E quando aquele que deve te proteger é o mesmo que cede as armas pra te bater?

Um Juiz da VIJ do TJDFT autorizou que a PM utilizasse técnicas de tortura contra ocupação estudantil.

Qualquer cidadão tem garantias fundamentais que o protegem contra o abuso e a violência do Estado. Essa proteção, quando necessária, deve ser garantida pelo judiciário. No caso das crianças e dos adolescentes, a Constituição Federal de 1988 instaurou a doutrina da proteção integral que, substituindo a antiga ideia de “situação irregular dos menores”, impõe como dever de todos a proteção ao jovem, garantindo-os direitos básicos, tais como à saúde, à alimentação, à dignidade, ao respeito, à liberdade e à convivência familiar e comunitária. É o que prescreve o art. 227 da CF/88.

Essa proteção, inclusive, deve ser realizada com prioridade absoluta, ou seja, sobrepondo-se a quaisquer outros interesses, não importando sua natureza.

Mesmo sobre essa plataforma jurídica, sem qualquer constrangimento, um juiz da Vara de Infância e Juventude do TJDFT, justamente quem mais deveria estar atento na defesa desses jovens contra o abuso e a violência estatal, autorizou a Polícia Militar a utilizar técnicas de tortura contra jovens que ocupavam escola pública em Brasília.

O juiz permitiu que a polícia: a) suspenda o fornecimento de água, energia e gás; b) acesso de terceiros, em especial parentes e conhecidos ao local; c) acesso de alimentos ao local; d) uso de instrumentos sonoros contínuos voltados para os estudantes;

A decisão foi em um processo que apura eventual prática do crime de Abandono Material, que protege as crianças de privação da subsistência. Curioso. Irônico. A decisão parece enquadrar-se no tipo penal.

A decisão não somente castra direitos fundamentais, como autoriza a própria Polícia Militar a agir com instrumentos danosos à saúde desses jovens. Algumas das técnicas autorizadas são, inclusive, mecanismos de tortura internacionalmente reconhecidos, tais como a privação de água e alimentos e a privação do sono por meio de instrumentos sonoros. São técnicas comuns em situações de exceção e de suspensão da ordem jurídica, vedadas até mesmo para criminosos de guerra.

Não só isso, a decisão mitiga também o direito à livre manifestação, à expressão do pensamento e, mais importante, o desenvolvimento educacional dos jovens, que enfrentam um momento de politização importante na história do país. Independentemente do posicionamento político dos jovens, é importante compreender a manifestação como uma expressão política possível dentro de um espaço democrático, o que deve ser estimulado e garantido pelo judiciário.

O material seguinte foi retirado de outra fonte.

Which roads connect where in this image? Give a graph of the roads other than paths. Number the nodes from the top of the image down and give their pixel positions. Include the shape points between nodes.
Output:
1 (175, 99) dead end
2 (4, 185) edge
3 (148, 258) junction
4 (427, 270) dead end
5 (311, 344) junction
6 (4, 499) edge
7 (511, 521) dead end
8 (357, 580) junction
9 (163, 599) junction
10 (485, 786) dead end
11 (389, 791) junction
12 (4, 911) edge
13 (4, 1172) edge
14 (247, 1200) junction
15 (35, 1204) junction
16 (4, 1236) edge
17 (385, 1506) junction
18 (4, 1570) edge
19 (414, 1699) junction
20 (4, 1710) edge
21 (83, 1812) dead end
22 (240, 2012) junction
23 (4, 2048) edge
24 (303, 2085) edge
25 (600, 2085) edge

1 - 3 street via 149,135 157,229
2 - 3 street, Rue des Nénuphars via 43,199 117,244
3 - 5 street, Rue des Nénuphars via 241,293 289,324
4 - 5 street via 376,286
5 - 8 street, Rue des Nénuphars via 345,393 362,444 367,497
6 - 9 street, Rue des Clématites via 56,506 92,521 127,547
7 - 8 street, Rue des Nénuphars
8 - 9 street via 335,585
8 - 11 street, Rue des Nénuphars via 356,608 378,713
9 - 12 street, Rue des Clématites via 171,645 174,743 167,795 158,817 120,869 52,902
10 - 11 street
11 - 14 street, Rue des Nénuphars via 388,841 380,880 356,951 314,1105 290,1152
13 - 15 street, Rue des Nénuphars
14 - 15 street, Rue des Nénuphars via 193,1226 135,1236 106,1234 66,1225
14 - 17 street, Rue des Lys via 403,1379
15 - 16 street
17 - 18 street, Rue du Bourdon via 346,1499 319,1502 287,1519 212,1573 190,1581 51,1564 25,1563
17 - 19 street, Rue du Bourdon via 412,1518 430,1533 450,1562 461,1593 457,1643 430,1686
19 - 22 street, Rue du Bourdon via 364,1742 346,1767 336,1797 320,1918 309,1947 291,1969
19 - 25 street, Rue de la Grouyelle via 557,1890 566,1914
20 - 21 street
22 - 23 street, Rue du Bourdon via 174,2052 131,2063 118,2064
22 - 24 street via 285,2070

A voz dos estudantes é essa. É a ocupação que incomoda e que chama a atenção. Quem diz que é possível se manifestar de outro jeito, na verdade, quer levar os jovens a um espaço com nenhuma visibilidade; quer, tão somente, silenciá-los.

A decisão, portanto, não só viola explicitamente a CF/88 como dá carta branca para uma Polícia Militar que, absolutamente, não está preparada para lidar com esse tipo de manifestação. Há grande risco de a manifestação, até então pacífica, findar-se com abuso de violência, prisões desnecessárias e lesão à integridade física e mental dos jovens.

A PM precisa assumir de vez que o “diálogo” com instrumentos de repressão preparados e prontos para uso é falso, é discurso legitimador barato. “Sai daí antes de levar porrada” não é diálogo, é ameaça. Não se deve tolerar essa hipocrisia.

O mais grave nesse cenário, no entanto, é o próprio respaldo do judiciário. Não há mais a quem recorrer.

O fato de o diálogo ser substituído pelo uso da força policial por um juiz que deveria garantir os direitos fundamentais desses próprios jovens permite-nos questionar, sem dúvida, o verdadeiro papel do judiciário em defender um Estado Democrático e plural.